### [Instructions to follow]
Report each line from the data below that holds the word "roads".
::: Data to examine
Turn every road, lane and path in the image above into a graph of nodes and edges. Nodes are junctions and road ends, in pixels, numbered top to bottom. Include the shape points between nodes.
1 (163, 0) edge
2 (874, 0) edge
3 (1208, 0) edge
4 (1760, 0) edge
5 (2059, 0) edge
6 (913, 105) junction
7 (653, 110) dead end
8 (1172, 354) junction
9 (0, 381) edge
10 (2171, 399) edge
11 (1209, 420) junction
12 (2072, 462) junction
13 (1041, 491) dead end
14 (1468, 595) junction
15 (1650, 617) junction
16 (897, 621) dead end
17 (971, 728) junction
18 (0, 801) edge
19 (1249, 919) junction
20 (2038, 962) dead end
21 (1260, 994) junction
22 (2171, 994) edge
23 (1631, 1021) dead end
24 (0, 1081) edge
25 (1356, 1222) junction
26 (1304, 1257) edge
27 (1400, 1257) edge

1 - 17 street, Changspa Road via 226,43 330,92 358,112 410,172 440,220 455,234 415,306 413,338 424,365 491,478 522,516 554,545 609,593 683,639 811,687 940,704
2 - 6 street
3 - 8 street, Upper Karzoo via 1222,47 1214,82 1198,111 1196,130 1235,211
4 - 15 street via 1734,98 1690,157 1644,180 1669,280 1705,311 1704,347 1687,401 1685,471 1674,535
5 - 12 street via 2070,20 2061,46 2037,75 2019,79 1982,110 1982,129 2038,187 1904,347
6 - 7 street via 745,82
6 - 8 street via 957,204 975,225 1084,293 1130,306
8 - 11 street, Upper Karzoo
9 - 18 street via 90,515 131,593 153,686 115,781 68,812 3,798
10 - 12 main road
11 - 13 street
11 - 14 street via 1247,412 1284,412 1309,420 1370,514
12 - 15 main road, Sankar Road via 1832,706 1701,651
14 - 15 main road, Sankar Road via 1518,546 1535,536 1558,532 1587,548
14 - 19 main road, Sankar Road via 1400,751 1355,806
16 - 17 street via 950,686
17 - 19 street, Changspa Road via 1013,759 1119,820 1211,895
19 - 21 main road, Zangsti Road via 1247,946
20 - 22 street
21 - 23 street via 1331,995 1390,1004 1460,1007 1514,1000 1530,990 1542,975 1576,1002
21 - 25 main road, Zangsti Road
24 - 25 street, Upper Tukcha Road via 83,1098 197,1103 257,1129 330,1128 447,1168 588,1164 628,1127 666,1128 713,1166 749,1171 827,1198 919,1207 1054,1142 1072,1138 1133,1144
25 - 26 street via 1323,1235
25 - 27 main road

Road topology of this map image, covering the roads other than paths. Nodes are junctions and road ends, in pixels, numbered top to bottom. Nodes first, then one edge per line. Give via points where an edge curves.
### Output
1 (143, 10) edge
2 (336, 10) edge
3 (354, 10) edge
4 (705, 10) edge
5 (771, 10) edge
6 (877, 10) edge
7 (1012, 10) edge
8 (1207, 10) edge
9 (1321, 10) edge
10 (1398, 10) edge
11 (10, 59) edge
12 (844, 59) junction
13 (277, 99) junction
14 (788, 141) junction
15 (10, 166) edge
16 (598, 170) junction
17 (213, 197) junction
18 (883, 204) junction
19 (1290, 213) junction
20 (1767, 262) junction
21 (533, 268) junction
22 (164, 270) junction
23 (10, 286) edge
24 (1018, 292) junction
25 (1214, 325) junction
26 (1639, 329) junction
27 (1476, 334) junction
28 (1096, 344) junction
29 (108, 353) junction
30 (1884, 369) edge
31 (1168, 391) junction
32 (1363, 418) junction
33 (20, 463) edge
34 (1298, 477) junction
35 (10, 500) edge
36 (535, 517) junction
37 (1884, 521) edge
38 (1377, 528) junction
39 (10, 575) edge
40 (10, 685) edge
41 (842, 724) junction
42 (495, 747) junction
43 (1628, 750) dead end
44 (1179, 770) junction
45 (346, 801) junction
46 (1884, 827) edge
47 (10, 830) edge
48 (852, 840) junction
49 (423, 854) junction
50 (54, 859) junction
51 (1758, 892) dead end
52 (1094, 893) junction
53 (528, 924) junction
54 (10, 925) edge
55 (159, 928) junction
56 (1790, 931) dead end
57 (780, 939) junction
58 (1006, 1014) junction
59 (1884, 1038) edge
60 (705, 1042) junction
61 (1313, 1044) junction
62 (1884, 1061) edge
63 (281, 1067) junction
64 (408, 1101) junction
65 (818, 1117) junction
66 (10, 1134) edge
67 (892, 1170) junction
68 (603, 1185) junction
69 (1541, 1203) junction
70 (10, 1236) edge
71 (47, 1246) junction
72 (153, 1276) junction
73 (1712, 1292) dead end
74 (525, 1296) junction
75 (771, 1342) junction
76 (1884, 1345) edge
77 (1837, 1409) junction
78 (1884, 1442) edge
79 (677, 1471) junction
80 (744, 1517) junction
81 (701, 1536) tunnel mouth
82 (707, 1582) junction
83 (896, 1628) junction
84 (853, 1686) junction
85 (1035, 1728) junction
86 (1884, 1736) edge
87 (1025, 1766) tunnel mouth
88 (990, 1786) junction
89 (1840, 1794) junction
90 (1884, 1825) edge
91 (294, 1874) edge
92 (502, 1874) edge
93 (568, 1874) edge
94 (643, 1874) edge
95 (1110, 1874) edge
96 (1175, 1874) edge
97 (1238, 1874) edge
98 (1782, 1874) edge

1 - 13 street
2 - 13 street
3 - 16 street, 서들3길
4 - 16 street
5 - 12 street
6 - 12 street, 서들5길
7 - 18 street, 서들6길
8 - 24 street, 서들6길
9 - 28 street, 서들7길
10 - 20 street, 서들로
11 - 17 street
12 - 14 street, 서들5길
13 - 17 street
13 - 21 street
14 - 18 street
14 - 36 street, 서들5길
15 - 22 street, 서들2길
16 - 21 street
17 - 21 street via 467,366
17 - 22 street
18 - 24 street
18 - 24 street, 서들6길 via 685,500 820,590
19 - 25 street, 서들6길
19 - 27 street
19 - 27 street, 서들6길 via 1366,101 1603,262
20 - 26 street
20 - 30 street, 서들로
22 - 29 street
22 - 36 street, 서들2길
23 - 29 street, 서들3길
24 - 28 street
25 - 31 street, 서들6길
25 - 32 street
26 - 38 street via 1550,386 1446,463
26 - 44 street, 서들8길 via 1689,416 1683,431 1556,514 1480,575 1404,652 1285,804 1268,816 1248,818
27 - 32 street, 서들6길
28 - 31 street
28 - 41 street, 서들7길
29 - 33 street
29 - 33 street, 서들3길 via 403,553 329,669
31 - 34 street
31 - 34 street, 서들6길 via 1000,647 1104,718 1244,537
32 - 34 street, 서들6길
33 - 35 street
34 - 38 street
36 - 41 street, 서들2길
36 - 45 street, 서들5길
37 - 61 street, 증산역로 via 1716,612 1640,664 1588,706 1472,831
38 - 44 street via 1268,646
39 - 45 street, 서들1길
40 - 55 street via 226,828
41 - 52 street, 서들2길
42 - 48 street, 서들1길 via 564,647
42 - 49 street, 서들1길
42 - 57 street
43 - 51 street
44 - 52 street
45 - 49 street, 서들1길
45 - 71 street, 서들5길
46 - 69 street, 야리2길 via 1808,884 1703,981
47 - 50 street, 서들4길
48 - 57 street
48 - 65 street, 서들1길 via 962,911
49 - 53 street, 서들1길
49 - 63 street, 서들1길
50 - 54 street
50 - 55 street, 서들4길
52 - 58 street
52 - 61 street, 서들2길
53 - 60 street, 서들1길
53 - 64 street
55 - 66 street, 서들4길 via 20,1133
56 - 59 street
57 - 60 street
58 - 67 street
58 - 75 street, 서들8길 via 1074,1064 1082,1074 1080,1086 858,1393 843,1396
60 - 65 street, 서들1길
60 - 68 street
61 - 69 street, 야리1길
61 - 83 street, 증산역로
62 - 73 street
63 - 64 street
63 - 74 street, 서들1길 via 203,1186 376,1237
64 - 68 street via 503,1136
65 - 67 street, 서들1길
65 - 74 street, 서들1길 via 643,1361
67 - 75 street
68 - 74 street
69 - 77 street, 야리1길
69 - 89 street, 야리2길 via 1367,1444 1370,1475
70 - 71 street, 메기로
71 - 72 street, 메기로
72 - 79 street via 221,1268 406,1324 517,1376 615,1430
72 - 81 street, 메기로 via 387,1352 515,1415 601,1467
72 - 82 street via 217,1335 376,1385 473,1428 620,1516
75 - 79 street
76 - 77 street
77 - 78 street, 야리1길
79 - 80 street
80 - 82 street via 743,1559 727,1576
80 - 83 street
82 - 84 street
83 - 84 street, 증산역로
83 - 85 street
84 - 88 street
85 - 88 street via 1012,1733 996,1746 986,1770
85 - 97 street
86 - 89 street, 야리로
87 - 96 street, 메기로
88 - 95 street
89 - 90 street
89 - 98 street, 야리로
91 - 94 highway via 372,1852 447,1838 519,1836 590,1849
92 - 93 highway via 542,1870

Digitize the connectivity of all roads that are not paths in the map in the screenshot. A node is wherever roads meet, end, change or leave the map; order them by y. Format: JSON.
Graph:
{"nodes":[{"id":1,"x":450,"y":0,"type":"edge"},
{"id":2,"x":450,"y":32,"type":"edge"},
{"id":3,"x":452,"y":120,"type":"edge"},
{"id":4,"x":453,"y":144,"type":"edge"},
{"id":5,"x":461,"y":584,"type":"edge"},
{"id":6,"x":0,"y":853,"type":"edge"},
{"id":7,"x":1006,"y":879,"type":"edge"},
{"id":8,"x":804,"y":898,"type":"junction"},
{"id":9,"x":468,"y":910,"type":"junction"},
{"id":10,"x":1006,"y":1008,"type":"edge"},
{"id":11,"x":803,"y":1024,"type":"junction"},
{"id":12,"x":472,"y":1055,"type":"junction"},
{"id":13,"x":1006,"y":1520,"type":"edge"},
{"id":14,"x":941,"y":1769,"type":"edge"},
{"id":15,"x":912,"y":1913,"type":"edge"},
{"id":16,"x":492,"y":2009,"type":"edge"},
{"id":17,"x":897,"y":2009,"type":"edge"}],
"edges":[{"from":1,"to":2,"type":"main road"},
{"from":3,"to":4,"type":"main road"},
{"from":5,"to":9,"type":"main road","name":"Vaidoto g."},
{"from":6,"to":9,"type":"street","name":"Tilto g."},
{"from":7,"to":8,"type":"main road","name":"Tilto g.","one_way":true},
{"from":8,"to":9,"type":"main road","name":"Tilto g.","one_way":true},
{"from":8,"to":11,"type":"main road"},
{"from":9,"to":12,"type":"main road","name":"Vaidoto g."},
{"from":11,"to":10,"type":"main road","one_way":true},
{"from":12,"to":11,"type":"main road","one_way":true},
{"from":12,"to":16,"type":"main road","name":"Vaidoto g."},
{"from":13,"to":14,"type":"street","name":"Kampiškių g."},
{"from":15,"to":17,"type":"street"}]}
::::::
### [Output]
Road topology of this map image, covering the roads other than paths. Nodes are junctions and road ends, in pixels, numbered top to bottom. Nodes first, then one edge per line. Give via points where an edge curves.
Digitize the connectivity of all roads that are not paths in the map in the screenshot. A node is wherever roads meet, end, change or leave the map; order them by y. Format: JSON.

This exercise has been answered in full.